Factorization and primality
The factor command can be used to write an integer in factored form. The isPrime command can be used to check whether a number is prime.
Remainders and modular arithmetic
The remainder can be computed using the mod() command. The remain() command also computes a remainder; the difference appears for negative numbers. If the numtheory library is available, the pwrmod command can be used to compute remainders of large numbers that exceed the numeric limits.
Remainders in a table
A table can be used to examine number sequences and their remainders. The seq() command generates a sequence, and mod() can be applied to an entire column by entering the command in the formula bar.
Diophantine equation
There is no dedicated command for solving a Diophantine equation, but the integer n1 can be used to construct and verify a solution. The integer constant can be entered from the keyboard as @n1, where 1 is an index used to distinguish multiple integer constants.
Base conversions
In TI-Nspire, integers can be converted between different number systems, such as decimal, binary, and hexadecimal. Binary numbers use the prefix 0b and hexadecimal numbers use 0h. Without a prefix, a number is interpreted as decimal.

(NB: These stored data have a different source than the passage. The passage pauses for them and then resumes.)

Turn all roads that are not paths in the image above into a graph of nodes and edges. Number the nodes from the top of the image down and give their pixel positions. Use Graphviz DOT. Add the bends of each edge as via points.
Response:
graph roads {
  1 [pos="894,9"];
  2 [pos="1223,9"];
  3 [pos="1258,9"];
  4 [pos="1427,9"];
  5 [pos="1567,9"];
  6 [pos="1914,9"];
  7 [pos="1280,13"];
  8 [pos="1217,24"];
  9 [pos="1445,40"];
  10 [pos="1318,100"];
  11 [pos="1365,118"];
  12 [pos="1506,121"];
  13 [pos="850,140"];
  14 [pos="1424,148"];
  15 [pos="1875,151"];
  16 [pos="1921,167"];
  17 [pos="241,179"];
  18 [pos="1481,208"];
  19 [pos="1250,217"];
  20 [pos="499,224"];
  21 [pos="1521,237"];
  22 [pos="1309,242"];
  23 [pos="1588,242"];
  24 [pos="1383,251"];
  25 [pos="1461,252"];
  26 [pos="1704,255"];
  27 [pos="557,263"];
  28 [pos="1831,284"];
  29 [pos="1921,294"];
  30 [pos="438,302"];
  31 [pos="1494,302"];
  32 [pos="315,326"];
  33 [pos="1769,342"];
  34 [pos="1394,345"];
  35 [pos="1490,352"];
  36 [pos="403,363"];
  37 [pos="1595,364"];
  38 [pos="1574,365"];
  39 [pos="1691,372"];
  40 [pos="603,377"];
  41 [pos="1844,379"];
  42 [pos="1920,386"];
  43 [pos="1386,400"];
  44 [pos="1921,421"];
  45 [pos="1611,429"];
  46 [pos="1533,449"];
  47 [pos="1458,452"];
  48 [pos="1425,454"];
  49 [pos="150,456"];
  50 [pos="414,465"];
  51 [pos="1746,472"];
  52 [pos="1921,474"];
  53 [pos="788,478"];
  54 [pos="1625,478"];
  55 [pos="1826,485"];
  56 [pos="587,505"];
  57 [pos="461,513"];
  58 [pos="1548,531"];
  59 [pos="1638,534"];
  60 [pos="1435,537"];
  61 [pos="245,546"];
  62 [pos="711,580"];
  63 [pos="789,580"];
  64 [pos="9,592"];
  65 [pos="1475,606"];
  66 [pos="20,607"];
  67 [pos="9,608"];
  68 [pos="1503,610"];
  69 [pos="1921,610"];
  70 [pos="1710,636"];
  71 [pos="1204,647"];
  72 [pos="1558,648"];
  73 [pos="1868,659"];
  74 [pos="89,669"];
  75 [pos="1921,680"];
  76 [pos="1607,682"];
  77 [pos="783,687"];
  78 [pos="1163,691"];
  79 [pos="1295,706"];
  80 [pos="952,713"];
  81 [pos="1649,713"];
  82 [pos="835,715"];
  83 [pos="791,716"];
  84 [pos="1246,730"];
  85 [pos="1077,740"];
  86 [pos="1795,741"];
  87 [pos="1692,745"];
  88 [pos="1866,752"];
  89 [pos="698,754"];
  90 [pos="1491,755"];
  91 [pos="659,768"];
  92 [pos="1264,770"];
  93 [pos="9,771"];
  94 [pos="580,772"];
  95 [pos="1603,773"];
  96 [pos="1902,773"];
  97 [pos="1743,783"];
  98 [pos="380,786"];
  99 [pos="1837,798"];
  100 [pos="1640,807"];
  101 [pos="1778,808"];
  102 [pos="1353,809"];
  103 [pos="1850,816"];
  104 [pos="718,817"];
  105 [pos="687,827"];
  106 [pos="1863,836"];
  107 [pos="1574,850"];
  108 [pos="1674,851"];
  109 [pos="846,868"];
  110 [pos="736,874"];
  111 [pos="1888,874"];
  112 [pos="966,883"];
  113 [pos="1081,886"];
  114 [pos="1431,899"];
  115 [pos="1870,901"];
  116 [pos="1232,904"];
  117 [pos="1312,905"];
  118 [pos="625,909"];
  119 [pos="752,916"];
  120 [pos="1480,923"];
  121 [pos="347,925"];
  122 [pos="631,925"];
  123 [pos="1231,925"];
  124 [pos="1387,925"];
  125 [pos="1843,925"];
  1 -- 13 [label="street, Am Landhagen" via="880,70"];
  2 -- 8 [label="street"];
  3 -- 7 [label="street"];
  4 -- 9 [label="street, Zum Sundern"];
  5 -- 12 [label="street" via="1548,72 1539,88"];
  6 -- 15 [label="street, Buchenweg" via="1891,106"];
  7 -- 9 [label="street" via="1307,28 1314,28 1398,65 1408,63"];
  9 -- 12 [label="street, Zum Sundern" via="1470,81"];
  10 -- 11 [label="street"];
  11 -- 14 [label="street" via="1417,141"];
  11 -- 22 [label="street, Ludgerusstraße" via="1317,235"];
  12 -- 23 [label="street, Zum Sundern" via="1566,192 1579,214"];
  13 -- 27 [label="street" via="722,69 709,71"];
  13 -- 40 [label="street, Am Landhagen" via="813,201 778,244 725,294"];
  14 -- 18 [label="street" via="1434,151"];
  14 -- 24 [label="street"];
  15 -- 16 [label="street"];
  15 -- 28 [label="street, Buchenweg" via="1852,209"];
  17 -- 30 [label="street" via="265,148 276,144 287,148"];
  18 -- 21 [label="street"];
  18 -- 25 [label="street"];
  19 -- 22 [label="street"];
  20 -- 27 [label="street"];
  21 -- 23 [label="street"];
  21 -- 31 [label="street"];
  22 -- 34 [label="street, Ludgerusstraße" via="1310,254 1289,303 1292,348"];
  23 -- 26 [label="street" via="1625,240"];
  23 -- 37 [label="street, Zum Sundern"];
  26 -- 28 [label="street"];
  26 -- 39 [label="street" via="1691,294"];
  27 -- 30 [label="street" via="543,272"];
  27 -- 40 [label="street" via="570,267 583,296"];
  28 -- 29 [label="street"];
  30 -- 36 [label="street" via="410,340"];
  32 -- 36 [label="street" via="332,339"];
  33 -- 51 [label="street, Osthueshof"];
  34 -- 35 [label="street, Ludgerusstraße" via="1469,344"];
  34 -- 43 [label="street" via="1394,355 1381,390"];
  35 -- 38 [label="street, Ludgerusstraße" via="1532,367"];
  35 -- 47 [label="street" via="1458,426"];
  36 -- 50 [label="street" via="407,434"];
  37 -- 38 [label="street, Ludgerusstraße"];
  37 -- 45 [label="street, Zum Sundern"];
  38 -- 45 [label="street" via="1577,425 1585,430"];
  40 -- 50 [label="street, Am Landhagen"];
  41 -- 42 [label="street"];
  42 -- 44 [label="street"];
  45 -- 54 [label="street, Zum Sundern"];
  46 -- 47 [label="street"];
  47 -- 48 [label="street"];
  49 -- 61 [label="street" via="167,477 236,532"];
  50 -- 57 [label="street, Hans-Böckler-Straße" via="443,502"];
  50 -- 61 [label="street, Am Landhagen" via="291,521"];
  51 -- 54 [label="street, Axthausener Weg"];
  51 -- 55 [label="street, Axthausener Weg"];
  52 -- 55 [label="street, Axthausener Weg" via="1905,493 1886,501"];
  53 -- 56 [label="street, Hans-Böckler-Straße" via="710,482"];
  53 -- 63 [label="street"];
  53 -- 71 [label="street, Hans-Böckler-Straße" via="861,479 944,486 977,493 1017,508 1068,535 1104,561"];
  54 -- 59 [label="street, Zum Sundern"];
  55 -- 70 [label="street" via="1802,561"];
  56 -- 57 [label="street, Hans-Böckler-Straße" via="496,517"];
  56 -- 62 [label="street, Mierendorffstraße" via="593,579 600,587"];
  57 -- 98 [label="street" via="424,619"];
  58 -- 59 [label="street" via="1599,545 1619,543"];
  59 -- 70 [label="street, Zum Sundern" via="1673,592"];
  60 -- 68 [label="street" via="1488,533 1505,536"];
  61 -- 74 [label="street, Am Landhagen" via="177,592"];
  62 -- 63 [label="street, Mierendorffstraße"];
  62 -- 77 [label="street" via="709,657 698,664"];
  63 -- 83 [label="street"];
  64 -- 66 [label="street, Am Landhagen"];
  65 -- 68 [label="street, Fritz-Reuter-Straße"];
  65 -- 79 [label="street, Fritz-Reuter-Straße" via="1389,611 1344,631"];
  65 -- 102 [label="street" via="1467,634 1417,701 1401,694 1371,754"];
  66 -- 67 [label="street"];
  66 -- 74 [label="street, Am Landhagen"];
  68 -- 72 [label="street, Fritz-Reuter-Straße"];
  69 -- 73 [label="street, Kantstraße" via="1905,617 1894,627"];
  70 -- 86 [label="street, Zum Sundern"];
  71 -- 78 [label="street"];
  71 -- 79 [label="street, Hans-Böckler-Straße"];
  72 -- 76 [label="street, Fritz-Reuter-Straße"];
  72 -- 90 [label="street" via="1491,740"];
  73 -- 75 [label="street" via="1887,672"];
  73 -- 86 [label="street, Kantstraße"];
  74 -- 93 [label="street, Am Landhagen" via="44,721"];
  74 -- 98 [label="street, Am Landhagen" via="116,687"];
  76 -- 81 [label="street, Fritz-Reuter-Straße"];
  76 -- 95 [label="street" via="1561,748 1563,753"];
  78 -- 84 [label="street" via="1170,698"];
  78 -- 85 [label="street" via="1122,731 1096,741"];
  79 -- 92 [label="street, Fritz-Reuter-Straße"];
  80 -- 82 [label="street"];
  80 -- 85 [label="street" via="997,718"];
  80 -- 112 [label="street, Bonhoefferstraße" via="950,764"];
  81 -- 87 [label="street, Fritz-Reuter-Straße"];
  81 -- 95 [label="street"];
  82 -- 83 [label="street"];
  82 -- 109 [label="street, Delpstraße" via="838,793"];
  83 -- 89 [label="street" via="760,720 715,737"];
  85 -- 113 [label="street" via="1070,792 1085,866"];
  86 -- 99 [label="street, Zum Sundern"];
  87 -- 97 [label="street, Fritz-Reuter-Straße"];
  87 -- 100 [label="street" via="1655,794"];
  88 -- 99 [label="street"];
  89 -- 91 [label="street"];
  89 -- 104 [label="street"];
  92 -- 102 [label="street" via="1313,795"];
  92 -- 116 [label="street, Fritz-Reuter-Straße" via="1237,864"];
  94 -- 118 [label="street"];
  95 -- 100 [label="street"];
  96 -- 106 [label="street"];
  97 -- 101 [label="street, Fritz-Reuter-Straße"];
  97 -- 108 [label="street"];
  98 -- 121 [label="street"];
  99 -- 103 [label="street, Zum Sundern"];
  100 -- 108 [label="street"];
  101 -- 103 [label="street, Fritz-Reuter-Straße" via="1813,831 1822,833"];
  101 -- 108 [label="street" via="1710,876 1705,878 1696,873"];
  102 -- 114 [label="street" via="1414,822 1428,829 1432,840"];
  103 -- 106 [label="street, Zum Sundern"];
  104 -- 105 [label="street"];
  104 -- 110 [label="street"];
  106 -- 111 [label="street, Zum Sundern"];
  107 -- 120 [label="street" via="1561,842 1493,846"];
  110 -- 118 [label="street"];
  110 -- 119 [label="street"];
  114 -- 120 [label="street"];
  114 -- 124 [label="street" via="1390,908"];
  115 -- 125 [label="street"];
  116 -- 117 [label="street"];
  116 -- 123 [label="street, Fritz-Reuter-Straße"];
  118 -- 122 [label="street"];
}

Conversions can be performed using Base commands or by typing, for example, 10@>Base2 from the keyboard.
If the document’s base setting is changed, results are shown by default in the selected base. Individual results can still be converted separately if needed.
Logic
Logical operators
Logical operators (and, or, not, xor, nor, nand, ⇒, ⇔) are used to work with conditions and logical statements. Parentheses are important because they determine the order in which conditions are evaluated. The same notation can be used, for example, to simplify solution sets of inequalities.
Logical simplifications and tautologies
Logical expressions can be simplified and tested for tautologies. Implication can be written as => and equivalence as <=>.
Special Tables for Mathematical Use
Use the division table to perform polynomial division like on paper. New rows are added as you move forward with the arrow keys.
In the truth table, you’ll find quick shortcuts for common logic symbols. Rows and columns are automatically added when moving with the arrow keys. You can highlight values with color.